Santo was an outstanding player. His courage as a Type A diabetic was admirable. His charity work was impressive. His broadcasting style was fun.

All that said I just couldn't vote for Santo for the Hall.

Now back to the general point: Cooperstown is populated by a group of players selected by sports writers.

Again, that's sports writers. Not broadcasters or statisticians or knowledgeable fans sitting on barstools at the corner tap (each a group that might elect Santo, by the way).

I have sat in the media lunchroom at Wrigley Field with former major leaguers and scouts who insisted that it's stupid that Bert Blyleven isn't in the Hall of Fame.

Trust me, I respect that opinion but still don't vote for Blyleven, who very well might make it this year regardless.

Here are the candidates I voted for last month, in order of preference: Roberto Alomar, Jack Morris, Mark McGwire and Lee Smith.

Others I pondered but rejected were Blyleven, Larry Walker, Juan Gonzalez, Jeff Bagwell, Tim Raines, Barry Larkin, Rafael Palmeiro, Dale Murphy and Fred McGriff.

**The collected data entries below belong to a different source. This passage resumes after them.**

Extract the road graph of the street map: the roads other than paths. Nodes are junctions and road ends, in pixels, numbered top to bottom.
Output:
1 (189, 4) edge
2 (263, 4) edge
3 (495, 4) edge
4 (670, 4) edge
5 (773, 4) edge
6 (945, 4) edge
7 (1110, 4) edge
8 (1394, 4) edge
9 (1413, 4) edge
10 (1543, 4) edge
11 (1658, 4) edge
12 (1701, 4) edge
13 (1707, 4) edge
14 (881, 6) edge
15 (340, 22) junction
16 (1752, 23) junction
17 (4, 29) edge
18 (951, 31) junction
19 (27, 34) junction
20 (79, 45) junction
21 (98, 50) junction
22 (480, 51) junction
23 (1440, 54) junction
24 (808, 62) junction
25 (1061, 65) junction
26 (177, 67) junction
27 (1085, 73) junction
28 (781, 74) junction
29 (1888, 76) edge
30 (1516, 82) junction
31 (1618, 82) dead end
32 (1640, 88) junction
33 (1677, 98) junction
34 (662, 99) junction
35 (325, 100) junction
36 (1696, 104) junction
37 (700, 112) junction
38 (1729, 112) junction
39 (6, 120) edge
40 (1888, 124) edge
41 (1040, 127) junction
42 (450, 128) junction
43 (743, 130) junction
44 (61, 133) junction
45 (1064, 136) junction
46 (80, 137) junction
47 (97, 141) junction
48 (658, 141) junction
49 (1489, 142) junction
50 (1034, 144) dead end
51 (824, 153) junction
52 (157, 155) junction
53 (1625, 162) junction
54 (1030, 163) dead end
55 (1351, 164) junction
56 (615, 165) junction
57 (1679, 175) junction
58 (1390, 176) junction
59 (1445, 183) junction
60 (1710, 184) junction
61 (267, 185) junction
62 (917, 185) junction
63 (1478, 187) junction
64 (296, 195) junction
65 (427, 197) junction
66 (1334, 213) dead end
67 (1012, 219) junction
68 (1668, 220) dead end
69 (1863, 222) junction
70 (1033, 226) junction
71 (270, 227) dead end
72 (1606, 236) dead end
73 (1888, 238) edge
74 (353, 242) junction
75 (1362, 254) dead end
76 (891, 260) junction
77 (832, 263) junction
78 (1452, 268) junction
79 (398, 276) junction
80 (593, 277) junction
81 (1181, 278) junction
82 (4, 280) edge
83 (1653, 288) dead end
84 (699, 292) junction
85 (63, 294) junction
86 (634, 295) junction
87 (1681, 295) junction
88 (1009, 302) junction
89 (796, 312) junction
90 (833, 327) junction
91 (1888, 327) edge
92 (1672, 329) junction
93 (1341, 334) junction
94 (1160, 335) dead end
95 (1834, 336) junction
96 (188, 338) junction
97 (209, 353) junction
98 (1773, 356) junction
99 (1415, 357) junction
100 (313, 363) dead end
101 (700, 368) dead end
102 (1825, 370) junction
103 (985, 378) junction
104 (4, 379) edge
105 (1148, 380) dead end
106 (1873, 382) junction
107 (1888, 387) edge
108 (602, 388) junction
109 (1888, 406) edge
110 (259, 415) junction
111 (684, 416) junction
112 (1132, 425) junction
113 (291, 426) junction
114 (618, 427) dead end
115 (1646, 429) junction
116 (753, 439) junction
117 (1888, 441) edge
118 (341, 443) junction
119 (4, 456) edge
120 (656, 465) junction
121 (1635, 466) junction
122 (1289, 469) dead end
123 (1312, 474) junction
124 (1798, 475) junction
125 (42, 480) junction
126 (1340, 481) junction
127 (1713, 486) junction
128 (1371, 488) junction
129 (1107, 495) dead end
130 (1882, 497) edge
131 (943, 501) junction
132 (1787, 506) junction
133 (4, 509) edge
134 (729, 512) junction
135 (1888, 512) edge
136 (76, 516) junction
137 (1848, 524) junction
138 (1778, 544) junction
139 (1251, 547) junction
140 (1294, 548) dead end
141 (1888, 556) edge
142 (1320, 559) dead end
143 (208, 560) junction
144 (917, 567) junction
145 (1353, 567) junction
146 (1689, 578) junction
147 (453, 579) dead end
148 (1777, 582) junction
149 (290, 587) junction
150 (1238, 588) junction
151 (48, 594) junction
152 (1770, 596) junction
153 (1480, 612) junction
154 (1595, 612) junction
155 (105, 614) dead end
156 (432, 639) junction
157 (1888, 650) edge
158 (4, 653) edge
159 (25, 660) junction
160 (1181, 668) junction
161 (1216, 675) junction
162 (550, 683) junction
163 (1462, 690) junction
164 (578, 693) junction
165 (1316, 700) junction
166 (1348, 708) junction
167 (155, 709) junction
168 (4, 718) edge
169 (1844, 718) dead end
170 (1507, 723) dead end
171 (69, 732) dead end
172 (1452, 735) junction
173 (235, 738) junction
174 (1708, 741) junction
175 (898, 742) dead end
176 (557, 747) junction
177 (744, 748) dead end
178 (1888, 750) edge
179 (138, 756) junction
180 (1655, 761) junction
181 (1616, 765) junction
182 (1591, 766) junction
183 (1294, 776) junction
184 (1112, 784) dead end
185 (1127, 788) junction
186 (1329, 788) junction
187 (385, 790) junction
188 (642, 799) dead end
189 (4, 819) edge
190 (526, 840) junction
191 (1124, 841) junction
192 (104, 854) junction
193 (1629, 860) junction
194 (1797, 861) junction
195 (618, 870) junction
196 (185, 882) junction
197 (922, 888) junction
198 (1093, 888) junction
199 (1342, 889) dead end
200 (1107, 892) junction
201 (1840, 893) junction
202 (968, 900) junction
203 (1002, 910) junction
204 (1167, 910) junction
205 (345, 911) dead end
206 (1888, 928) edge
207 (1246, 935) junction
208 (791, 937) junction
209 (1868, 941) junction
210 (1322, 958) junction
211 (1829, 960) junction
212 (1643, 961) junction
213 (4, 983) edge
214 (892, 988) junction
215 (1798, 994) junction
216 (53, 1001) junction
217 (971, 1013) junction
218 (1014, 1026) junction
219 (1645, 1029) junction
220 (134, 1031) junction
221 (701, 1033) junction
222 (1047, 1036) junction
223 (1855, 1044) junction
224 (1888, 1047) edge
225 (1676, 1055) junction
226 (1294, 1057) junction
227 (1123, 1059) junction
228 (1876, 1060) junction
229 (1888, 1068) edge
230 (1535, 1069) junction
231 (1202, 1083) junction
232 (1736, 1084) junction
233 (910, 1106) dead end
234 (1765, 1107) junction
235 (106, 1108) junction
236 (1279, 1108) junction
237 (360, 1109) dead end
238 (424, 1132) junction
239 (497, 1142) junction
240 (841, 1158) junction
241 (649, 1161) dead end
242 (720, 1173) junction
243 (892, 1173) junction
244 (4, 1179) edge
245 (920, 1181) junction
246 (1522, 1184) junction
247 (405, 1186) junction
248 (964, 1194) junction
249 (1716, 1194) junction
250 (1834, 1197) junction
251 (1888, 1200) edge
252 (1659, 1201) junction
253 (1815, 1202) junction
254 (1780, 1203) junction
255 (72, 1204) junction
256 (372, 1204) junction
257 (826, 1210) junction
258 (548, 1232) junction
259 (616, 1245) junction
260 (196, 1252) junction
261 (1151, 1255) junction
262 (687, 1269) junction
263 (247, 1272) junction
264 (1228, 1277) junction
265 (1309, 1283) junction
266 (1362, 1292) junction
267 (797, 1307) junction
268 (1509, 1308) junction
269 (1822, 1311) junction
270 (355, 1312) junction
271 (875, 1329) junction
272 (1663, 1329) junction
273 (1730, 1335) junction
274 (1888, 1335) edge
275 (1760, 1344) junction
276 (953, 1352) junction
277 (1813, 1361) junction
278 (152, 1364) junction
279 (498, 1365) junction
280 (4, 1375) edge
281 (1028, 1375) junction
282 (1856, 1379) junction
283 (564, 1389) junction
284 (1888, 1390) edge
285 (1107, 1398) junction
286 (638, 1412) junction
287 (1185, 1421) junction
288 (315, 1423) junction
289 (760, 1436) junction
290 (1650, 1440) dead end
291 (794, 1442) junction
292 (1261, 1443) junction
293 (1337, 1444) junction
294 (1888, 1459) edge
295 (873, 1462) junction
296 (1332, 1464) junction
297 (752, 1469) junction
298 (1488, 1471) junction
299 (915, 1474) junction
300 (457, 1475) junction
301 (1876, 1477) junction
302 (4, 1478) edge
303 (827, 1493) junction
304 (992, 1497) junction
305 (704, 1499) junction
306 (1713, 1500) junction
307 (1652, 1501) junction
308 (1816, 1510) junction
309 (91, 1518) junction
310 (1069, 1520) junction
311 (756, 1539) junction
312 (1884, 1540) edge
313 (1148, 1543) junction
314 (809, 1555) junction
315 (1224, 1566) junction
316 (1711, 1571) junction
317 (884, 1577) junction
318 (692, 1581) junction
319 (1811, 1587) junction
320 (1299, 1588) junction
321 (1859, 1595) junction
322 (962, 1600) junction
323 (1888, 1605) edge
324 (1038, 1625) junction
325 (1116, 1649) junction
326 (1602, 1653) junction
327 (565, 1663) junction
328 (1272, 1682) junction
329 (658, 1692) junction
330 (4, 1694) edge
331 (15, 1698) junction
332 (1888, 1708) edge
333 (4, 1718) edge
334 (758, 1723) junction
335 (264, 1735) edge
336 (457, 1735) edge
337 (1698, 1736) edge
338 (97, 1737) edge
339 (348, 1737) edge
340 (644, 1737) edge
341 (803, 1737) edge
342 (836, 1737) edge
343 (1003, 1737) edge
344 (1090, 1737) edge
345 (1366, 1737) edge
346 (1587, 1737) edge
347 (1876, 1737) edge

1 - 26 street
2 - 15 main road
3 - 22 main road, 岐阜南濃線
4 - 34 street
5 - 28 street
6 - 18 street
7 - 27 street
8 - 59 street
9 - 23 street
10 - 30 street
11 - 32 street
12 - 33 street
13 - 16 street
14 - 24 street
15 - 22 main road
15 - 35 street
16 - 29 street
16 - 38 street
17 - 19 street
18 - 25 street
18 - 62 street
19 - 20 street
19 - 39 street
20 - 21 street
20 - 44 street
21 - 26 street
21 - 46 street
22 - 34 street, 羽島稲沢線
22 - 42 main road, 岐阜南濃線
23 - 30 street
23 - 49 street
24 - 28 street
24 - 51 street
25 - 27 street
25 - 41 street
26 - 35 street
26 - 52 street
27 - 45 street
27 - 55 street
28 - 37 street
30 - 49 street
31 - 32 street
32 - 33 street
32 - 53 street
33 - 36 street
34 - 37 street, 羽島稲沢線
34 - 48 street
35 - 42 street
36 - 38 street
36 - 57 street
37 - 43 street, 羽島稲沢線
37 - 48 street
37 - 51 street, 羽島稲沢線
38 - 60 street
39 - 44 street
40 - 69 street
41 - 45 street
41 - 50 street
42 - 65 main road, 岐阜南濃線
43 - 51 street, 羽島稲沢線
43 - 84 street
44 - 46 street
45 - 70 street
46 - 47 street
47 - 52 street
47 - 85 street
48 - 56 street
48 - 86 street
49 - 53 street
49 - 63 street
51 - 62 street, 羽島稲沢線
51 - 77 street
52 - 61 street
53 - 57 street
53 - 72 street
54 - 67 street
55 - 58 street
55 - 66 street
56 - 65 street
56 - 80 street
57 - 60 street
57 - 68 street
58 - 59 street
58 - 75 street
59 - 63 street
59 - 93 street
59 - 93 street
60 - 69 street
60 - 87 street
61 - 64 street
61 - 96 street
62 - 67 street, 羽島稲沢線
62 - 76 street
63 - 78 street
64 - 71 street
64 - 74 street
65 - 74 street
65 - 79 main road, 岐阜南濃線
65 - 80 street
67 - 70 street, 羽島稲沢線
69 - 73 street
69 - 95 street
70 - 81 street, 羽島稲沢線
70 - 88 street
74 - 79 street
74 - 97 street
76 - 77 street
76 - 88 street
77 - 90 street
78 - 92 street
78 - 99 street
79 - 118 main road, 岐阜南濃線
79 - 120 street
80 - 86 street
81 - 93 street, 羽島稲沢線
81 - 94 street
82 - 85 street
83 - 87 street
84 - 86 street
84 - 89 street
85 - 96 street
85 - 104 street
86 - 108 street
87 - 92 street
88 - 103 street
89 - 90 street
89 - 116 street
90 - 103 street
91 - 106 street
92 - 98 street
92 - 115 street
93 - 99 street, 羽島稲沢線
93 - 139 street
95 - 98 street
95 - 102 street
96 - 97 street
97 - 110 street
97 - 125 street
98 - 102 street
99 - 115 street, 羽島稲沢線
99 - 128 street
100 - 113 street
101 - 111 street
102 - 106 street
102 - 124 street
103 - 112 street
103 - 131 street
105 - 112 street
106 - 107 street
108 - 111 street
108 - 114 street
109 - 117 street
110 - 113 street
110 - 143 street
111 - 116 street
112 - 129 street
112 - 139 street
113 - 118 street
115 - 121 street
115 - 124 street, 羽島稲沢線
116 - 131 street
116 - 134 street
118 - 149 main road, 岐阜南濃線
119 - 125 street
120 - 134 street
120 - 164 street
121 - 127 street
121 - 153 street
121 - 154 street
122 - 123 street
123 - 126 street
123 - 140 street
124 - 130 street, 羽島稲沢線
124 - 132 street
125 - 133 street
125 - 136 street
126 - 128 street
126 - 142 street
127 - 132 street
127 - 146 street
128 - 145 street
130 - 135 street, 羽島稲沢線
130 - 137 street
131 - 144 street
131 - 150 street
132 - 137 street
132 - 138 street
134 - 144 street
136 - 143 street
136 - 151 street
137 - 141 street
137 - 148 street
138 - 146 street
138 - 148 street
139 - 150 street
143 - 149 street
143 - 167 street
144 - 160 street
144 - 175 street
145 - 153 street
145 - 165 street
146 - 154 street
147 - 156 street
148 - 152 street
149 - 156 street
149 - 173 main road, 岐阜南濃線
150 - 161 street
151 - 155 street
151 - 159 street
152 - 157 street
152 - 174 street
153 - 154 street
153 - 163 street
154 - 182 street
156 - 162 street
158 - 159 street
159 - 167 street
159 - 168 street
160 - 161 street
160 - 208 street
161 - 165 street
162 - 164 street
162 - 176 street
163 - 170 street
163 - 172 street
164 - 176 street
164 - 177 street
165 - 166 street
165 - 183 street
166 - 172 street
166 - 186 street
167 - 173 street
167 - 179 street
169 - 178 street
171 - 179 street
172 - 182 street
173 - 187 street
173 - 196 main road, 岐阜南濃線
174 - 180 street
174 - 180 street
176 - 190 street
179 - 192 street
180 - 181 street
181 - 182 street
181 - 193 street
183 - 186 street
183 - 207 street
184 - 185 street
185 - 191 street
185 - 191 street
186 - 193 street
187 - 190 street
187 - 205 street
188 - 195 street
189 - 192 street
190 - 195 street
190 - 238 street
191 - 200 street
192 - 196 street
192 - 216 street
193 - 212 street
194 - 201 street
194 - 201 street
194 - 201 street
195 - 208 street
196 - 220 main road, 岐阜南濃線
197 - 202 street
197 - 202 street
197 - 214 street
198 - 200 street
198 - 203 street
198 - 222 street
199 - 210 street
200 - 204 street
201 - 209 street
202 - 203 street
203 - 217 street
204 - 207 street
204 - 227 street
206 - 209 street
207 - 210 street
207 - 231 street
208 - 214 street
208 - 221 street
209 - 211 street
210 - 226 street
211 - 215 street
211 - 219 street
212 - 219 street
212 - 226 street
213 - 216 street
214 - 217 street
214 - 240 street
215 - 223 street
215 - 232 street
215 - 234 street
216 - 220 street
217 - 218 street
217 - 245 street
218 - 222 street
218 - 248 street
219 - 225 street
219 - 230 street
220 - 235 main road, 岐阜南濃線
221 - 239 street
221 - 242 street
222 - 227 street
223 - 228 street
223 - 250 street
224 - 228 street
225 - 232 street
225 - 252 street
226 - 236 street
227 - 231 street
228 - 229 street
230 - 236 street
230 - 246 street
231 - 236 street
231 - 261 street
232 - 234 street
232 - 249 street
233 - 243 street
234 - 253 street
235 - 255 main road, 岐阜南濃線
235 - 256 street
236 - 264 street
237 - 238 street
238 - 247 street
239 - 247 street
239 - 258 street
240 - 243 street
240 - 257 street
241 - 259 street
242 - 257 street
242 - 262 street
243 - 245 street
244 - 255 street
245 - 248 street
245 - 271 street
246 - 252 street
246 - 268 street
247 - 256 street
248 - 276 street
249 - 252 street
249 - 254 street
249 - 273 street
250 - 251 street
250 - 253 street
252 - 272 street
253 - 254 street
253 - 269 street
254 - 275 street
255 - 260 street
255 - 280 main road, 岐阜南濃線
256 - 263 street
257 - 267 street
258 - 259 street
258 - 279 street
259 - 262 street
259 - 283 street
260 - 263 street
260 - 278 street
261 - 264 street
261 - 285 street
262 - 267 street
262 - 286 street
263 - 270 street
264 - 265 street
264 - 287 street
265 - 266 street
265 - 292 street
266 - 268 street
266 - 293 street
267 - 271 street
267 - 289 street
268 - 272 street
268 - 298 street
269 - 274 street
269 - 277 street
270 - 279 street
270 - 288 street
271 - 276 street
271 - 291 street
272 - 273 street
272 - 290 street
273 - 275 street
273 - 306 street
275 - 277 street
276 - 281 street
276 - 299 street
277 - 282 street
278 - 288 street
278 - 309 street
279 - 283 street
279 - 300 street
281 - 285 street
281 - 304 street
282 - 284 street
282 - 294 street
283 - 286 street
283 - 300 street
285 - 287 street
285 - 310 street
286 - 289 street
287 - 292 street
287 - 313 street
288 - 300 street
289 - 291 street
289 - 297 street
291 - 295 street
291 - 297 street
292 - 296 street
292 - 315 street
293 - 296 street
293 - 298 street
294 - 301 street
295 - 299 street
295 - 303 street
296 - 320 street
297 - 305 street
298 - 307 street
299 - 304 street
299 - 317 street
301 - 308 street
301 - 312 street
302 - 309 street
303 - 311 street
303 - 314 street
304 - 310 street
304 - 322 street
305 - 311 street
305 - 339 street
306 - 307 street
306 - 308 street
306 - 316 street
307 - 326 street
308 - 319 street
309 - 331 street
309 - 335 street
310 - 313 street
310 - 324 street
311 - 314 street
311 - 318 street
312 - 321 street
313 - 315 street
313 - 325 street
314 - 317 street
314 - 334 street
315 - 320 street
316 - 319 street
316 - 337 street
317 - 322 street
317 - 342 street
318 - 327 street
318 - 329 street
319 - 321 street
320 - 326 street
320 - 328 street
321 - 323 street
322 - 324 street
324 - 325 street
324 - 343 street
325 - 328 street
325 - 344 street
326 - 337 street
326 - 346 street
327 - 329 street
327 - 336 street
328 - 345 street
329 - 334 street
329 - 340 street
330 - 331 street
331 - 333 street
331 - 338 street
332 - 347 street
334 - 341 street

I can hear the moaning already, as in how can anyone vote for a steroid bum like McGwire and reject a stand-up guy like Santo?

Different people have different views of the criteria, which is why these elections are decided by voters diverse in geography, age, race, religion, ethnicity and gender.

Over the years the electorate determined that some guys I voted for don't belong in Cooperstown and that some guys I didn't vote for do belong.

In each case, the process featuring this particular body of voters worked the way it was supposed to.